Tom Cruise Month #2: Mission Impossible, A Few Good Men

[Mission Impossible (1996)]

[ In Mission Impossible, agent Ethan Hunt a clandestine operative of the United States of America, under suspicion for treasonous activities after a treacherous double-cross, has to uncover and expose the true spies before complete condemnation from the U.S. Gov’t. This occurs through rapid-fire technological improvisations and an enthralling, intentionally misdirected plot line, spanning multiple continents and implementing a vast array of capable actors.

The film, directed by Brian DePalma , and starring Tom Cruise as the lead agent, Ethan Hunt, alongside Jon Voigt, Jean Reno, and the alluring Emmanuelle BĂ©art, churns through stoic performances and grande exaggeration, creating a heightened awareness in the audience during rhythmic bouts of deafening action. It’s also true that Tom Cruise was in a lofty position during this portion of his career, emanating charisma and inviting the audience to saddle inside of his romping, energetic frame during numerous stressing scenes.

Though the plot of Mission Impossible copies countless spy-themed, cinematic parables from the ’60’s and into the early ’90’s, what remains the quintessential selling point for Mission Impossible is the positive adoption of such espionage tropes, while incorporating humor, and of course the star-performer’s voracity for all thing’s sensory heightening. In multiple scenes Tom Cruise is able to transcend the screen in order to install the emotion of stress and gaiety into the audience, for example, when Tom Cruise (Ethan Hunt) is dangling from the wall, in hopes of not falling into the laser trip-wires, the frontal focus and De Palma’s inclusion of quick-cutting, trap the anxiety into the viewer for more than a concerning minute.

An over-exaggerated espionage action/drama that hits its audience right on the head.]

[A Few Good Men (1992)]

[ Nubile military attorney, Kaffee, played by Tom Cruise, defends Marine soldiers against murder accusations, many of which contend that they were merely following orders. As he’s given important assignments for once in his life, Kaffee questions the perceived ‘opened/closed’ case, debating key personnel, Demi Moore, Jack Nicholson, finding that military politics and motives are equally as jarring when officers are given power.
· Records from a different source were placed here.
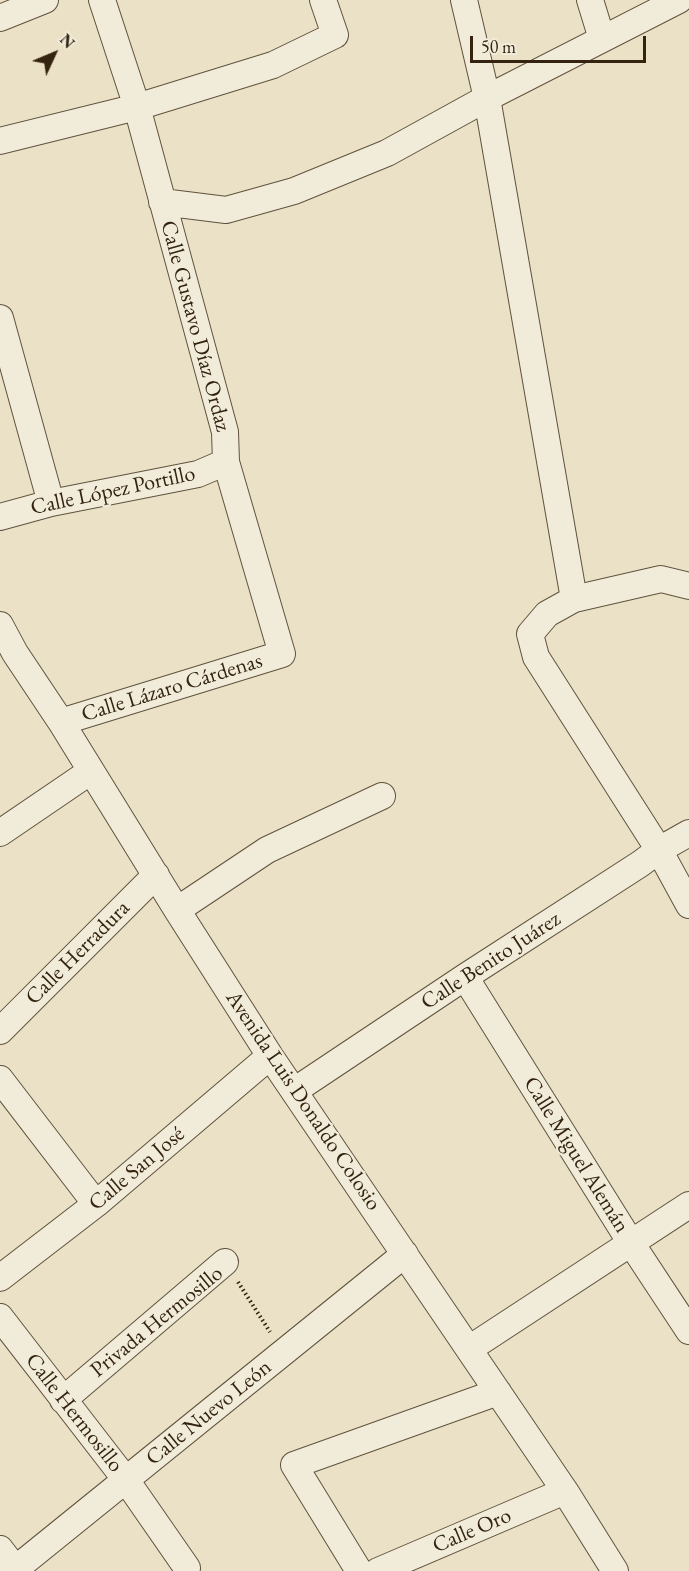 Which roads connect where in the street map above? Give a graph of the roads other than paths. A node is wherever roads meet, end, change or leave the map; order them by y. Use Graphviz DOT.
graph roads {
  1 [pos="45,0"];
  2 [pos="102,0"];
  3 [pos="323,0"];
  4 [pos="464,0"];
  5 [pos="590,0"];
  6 [pos="679,0"];
  7 [pos="0,18"];
  8 [pos="602,39"];
  9 [pos="487,98"];
  10 [pos="137,107"];
  11 [pos="0,141"];
  12 [pos="162,202"];
  13 [pos="0,318"];
  14 [pos="226,462"];
  15 [pos="51,503"];
  16 [pos="0,517"];
  17 [pos="689,586"];
  18 [pos="574,599"];
  19 [pos="0,625"];
  20 [pos="282,654"];
  21 [pos="7,658"];
  22 [pos="62,722"];
  23 [pos="91,771"];
  24 [pos="382,796"];
  25 [pos="0,833"];
  26 [pos="689,833"];
  27 [pos="659,850"];
  28 [pos="156,875"];
  29 [pos="689,905"];
  30 [pos="177,910"];
  31 [pos="465,977"];
  32 [pos="0,1031"];
  33 [pos="270,1056"];
  34 [pos="0,1079"];
  35 [pos="294,1090"];
  36 [pos="96,1204"];
  37 [pos="689,1205"];
  38 [pos="631,1243"];
  39 [pos="405,1254"];
  40 [pos="225,1262"];
  41 [pos="0,1278"];
  42 [pos="0,1317"];
  43 [pos="689,1331"];
  44 [pos="469,1348"];
  45 [pos="498,1392"];
  46 [pos="63,1400"];
  47 [pos="126,1480"];
  48 [pos="565,1491"];
  49 [pos="0,1549"];
  50 [pos="187,1568"];
  51 [pos="15,1570"];
  52 [pos="360,1571"];
  53 [pos="378,1571"];
  54 [pos="615,1571"];
  1 -- 7 [label="street"];
  2 -- 10 [label="street, Calle Gustavo Díaz Ordaz"];
  3 -- 10 [label="street"];
  4 -- 9 [label="street"];
  5 -- 8 [label="street"];
  6 -- 8 [label="street"];
  8 -- 9 [label="street"];
  9 -- 12 [label="street"];
  9 -- 18 [label="street"];
  10 -- 11 [label="street"];
  10 -- 12 [label="street, Calle Gustavo Díaz Ordaz"];
  12 -- 14 [label="street, Calle Gustavo Díaz Ordaz"];
  13 -- 15 [label="street"];
  14 -- 15 [label="street, Calle López Portillo"];
  14 -- 20 [label="street, Calle Gustavo Díaz Ordaz"];
  15 -- 16 [label="street, Calle López Portillo"];
  17 -- 18 [label="street"];
  18 -- 27 [label="street"];
  19 -- 21 [label="street, Avenida Luis Donaldo Colosio"];
  20 -- 22 [label="street, Calle Lázaro Cárdenas"];
  21 -- 22 [label="street, Avenida Luis Donaldo Colosio"];
  22 -- 23 [label="street, Avenida Luis Donaldo Colosio"];
  23 -- 25 [label="street"];
  23 -- 28 [label="street, Avenida Luis Donaldo Colosio"];
  24 -- 30 [label="street"];
  26 -- 27 [label="street, Calle Benito Juárez"];
  27 -- 29 [label="street"];
  27 -- 31 [label="street, Calle Benito Juárez"];
  28 -- 30 [label="street, Avenida Luis Donaldo Colosio"];
  28 -- 32 [label="street, Calle Herradura"];
  30 -- 33 [label="street, Avenida Luis Donaldo Colosio"];
  31 -- 35 [label="street, Calle Benito Juárez"];
  31 -- 38 [label="street, Calle Miguel Alemán"];
  33 -- 35 [label="street, Avenida Luis Donaldo Colosio"];
  33 -- 36 [label="street, Calle San José"];
  34 -- 36 [label="street"];
  35 -- 39 [label="street, Avenida Luis Donaldo Colosio"];
  36 -- 41 [label="street, Calle San José"];
  37 -- 38 [label="street"];
  38 -- 43 [label="street, Calle Miguel Alemán"];
  38 -- 44 [label="street"];
  39 -- 44 [label="street, Avenida Luis Donaldo Colosio"];
  39 -- 47 [label="street, Calle Nuevo León"];
  40 -- 46 [label="street, Privada Hermosillo"];
  42 -- 46 [label="street, Calle Hermosillo"];
  44 -- 45 [label="street, Avenida Luis Donaldo Colosio"];
  45 -- 48 [label="street, Avenida Luis Donaldo Colosio"];
  45 -- 52 [label="street"];
  46 -- 47 [label="street, Calle Hermosillo"];
  47 -- 50 [label="street"];
  47 -- 51 [label="street, Calle Nuevo León"];
  48 -- 53 [label="street, Calle Oro"];
  48 -- 54 [label="street, Avenida Luis Donaldo Colosio"];
  49 -- 51 [label="street"];
} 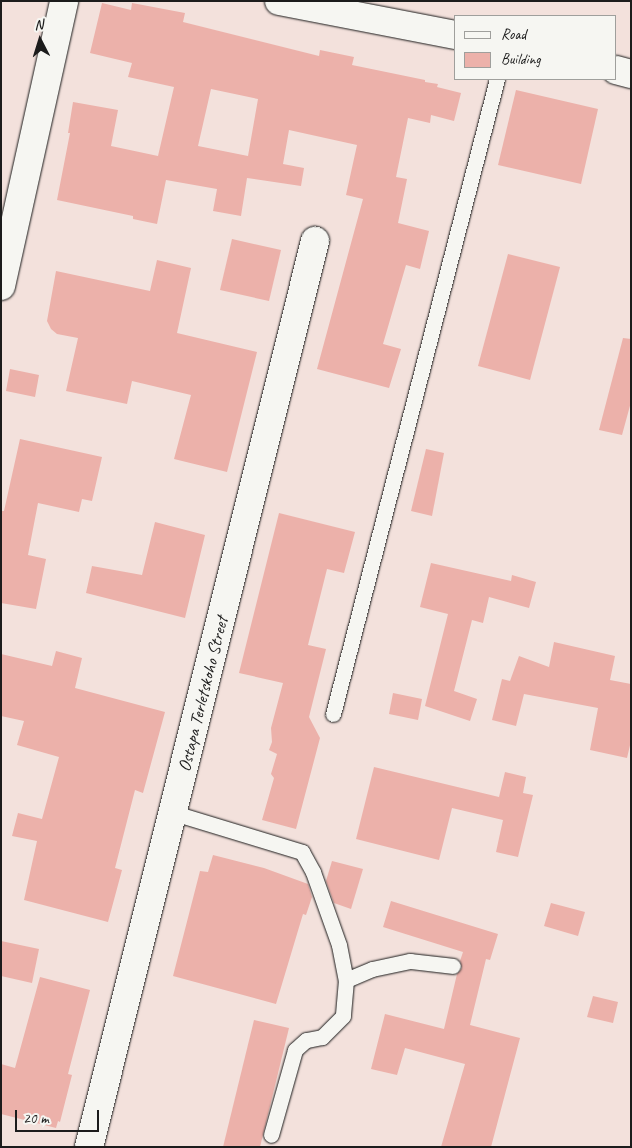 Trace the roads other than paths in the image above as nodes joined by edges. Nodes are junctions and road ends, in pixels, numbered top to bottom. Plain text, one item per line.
1 (64, 1) edge
2 (279, 1) edge
3 (320, 6) edge
4 (454, 35) edge
5 (617, 70) edge
6 (631, 74) edge
7 (497, 80) edge
8 (315, 241) dead end
9 (1, 286) edge
10 (333, 714) dead end
11 (174, 813) junction
12 (452, 966) dead end
13 (346, 980) junction
14 (271, 1135) dead end
15 (89, 1147) edge

1 - 9 street
2 - 3 street
3 - 4 street
5 - 6 street
7 - 10 lane
8 - 11 street, Ostapa Terletskoho Street
11 - 13 lane
11 - 15 street, Ostapa Terletskoho Street
12 - 13 lane
13 - 14 lane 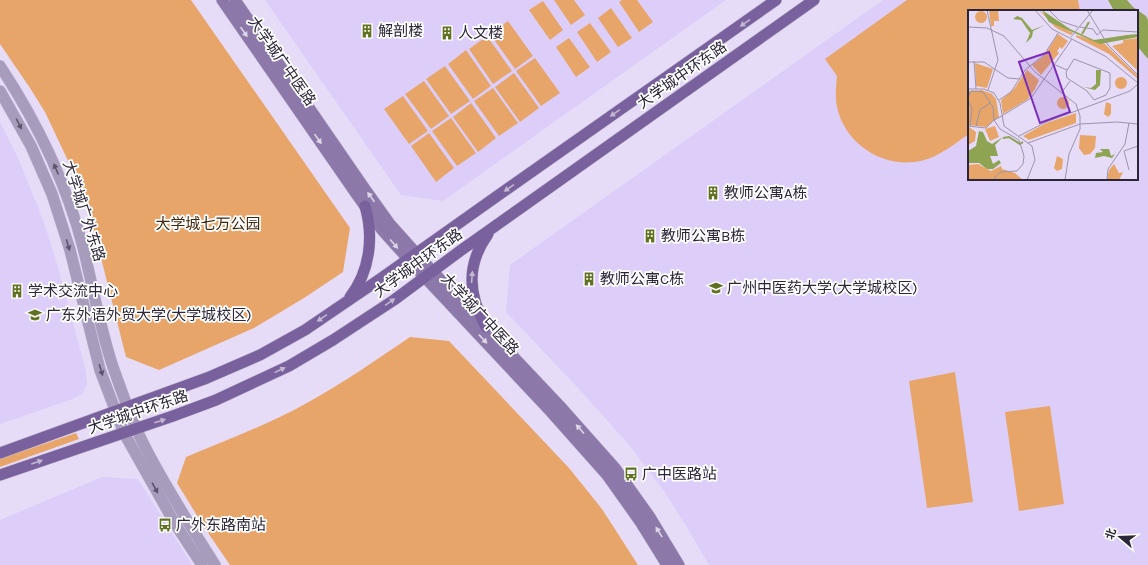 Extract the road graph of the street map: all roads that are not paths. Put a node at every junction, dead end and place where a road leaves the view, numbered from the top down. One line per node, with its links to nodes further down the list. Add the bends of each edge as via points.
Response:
1 (222, 0): 7 (main road, 大学城广中医路, one-way to 7)
2 (235, 0): 9 (main road, 大学城广中医路, one-way to 2)
3 (776, 0): 9 (main road, 大学城中环东路, one-way to 9)
4 (814, 0): 8 (main road, 大学城中环东路)
5 (0, 66): 13 (street, 大学城广外东路, one-way to 5, via 113,366 83,246 64,189 32,119)
6 (0, 91): 14 (street, 大学城广外东路, one-way to 14, via 31,146 52,194 70,250 100,370)
7 (365, 206): 9 (main road, 大学城广中医路, one-way to 9, via 382,230); 11 (main road, via 370,235 369,254 363,274)
8 (494, 227): 10 (main road, 大学城中环东路); 12 (main road, one-way to 8, via 474,302 471,284 475,256)
9 (412, 256): 10 (main road, 大学城广中医路); 11 (main road, 大学城中环东路)
10 (429, 274): 12 (main road, 大学城广中医路); 15 (main road, 大学城中环东路, one-way to 10, via 216,400 289,366 360,323); 21 (main road, 大学城广中医路, one-way to 21, via 607,475)
11 (346, 302): 13 (main road, 大学城中环东路, one-way to 13, via 305,330 260,355)
12 (486, 327): 22 (main road, 大学城广中医路, one-way to 12, via 615,468)
13 (128, 408): 14 (main road, 大学城中环东路); 15 (street, 大学城广外东路)
14 (116, 412): 16 (street, 大学城广外东路); 17 (main road, 大学城中环东路)
15 (137, 428): 16 (main road, 大学城中环东路); 20 (street, 大学城广外东路, via 178,506)
16 (124, 433): 18 (main road, 大学城中环东路, one-way to 16); 19 (street, 大学城广外东路, one-way to 19, via 174,522)
17 (0, 453)
18 (0, 475)
19 (202, 565)
20 (215, 565)
21 (667, 565)
22 (679, 565) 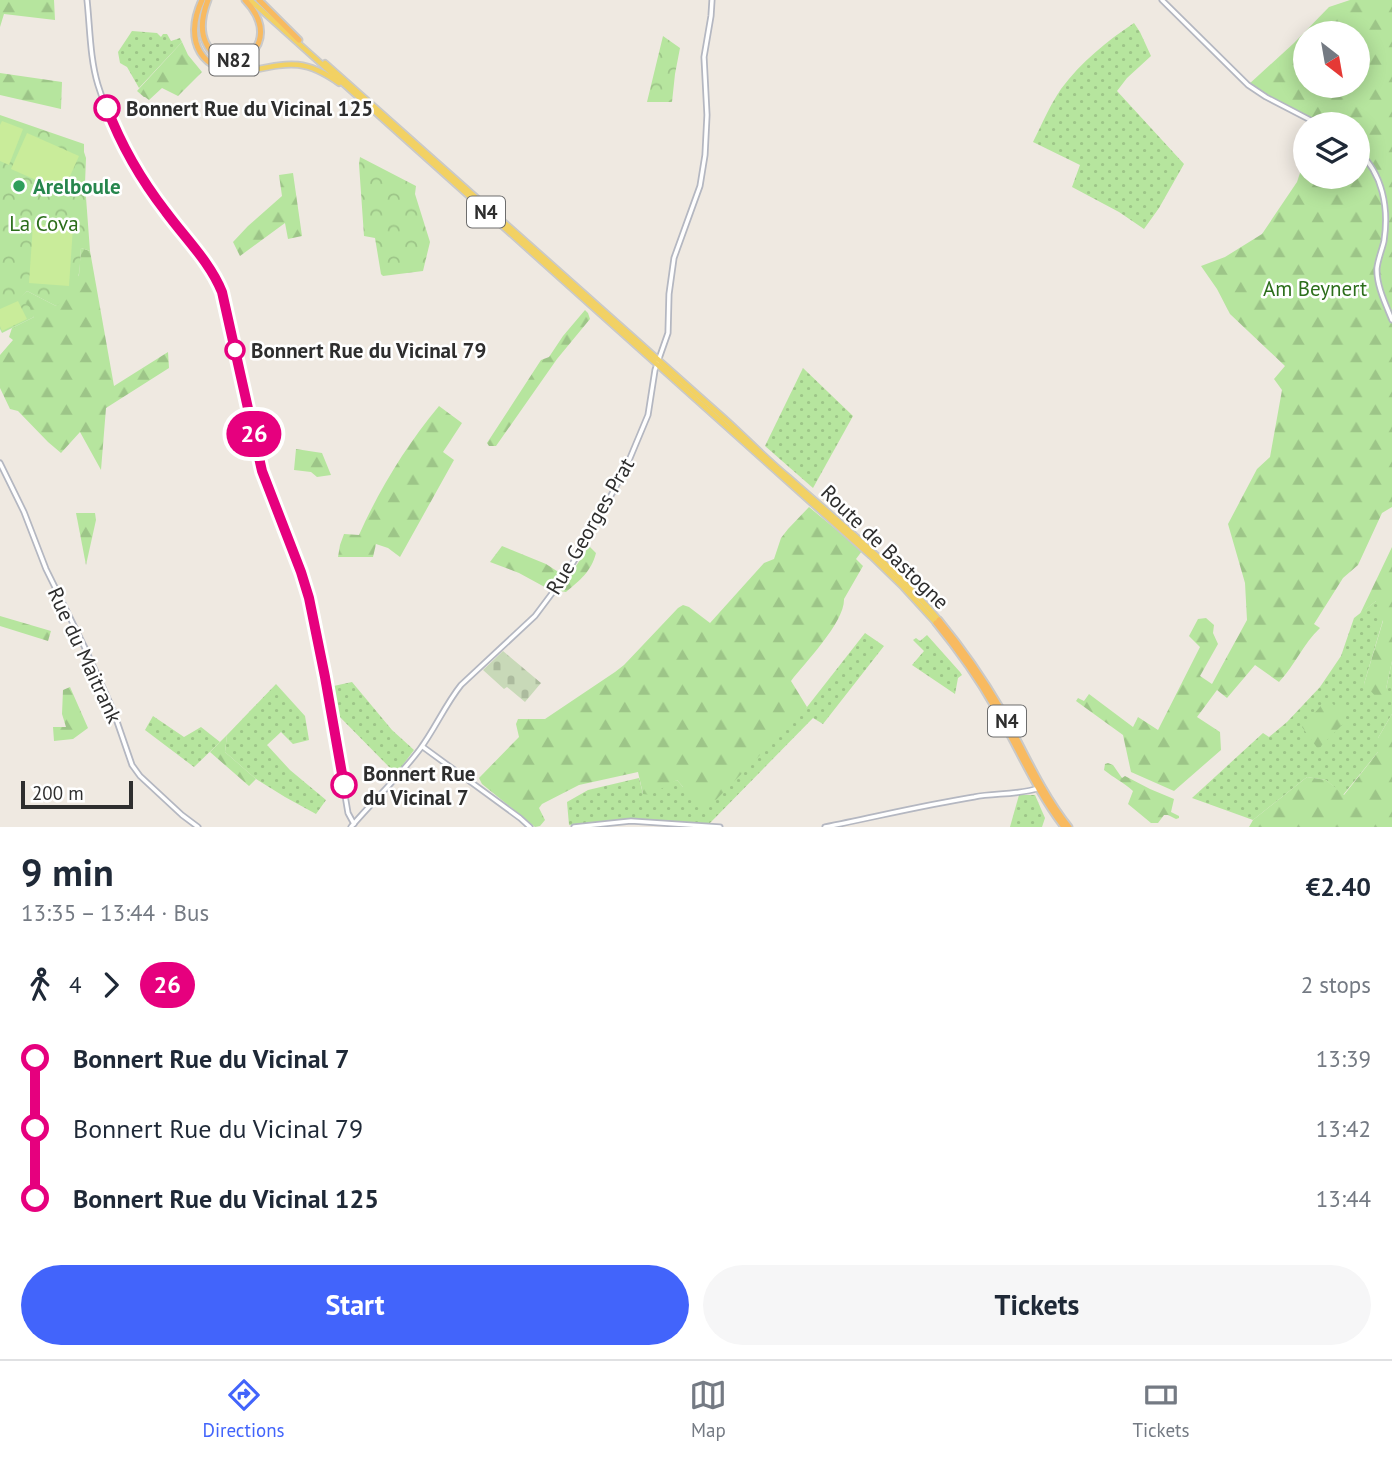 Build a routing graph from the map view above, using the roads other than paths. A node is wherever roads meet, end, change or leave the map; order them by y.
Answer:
1 (87, 0) edge
2 (202, 0) edge
3 (208, 0) edge
4 (245, 0) edge
5 (254, 0) edge
6 (712, 0) edge
7 (1162, 0) edge
8 (299, 40) joint
9 (248, 71) joint
10 (351, 92) junction
11 (1295, 112) edge
12 (1370, 165) edge
13 (1392, 320) edge
14 (657, 362) junction
15 (0, 463) edge
16 (937, 621) junction
17 (422, 746) junction
18 (1039, 788) junction
19 (352, 825) edge
20 (198, 827) edge
21 (530, 827) edge
22 (574, 827) edge
23 (720, 827) edge
24 (825, 827) edge
25 (1066, 827) edge

1 - 19 street
2 - 9 highway, N82
3 - 4 highway, N82
5 - 8 highway
5 - 10 main road, Route de Bastogne / N4
6 - 14 street, Rue Georges Prat
7 - 11 street
8 - 14 main road, Route de Bastogne / N4
9 - 10 main road, N82
10 - 14 main road, Route de Bastogne / N4
12 - 13 street
14 - 16 main road, Route de Bastogne / N4
14 - 17 street, Rue Georges Prat
15 - 20 street, Rue du Maitrank
16 - 18 highway, Route de Bastogne / N4
16 - 25 highway, Route de Bastogne / N4
17 - 19 street, Rue Georges Prat
17 - 21 street
18 - 24 street
18 - 25 highway, Route de Bastogne / N4
22 - 23 street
The film, written by Aaron Sorkin a prolific dramatist, directed by Rob Reiner, and featuring the notable Tom Cruise, Jack Nicholson, Demi Moore, alongside other A-list actors, revels in political intrigue, shifting the viewer’s’ perception of the case at every corner. The narrative of the two marines’ testimonial losing factual ground, the audience is forced into a background position with the delectable chance of listening to key prosecutors. Turning the film into a sort of voyeuristic, rhetorical merry-go-round.

As the plot was conceived by Aaron Sorkin, the dialogue finds pacing well above normal speech, inflicting plot-points, jokes, wittiness beyond compare, and moral prerogatives, converging into a singular outstanding audiophile performance. In addition, the assigning of top-tier actors to the role of litigators, such as Tom Cruise’s Kaffee, a brilliant performance of dissolution and value-destruction, to Jack Nicholson’s depiction of hellish rage from masked inferiority, ensures tantalizing depictions of complex personalities. The action primarily occurs behind close doors, yet maintains its overwhelming energy due to the conflict of egoism.

A quick-witted, dialogue-heavy melodrama with outstanding performances. Must see.]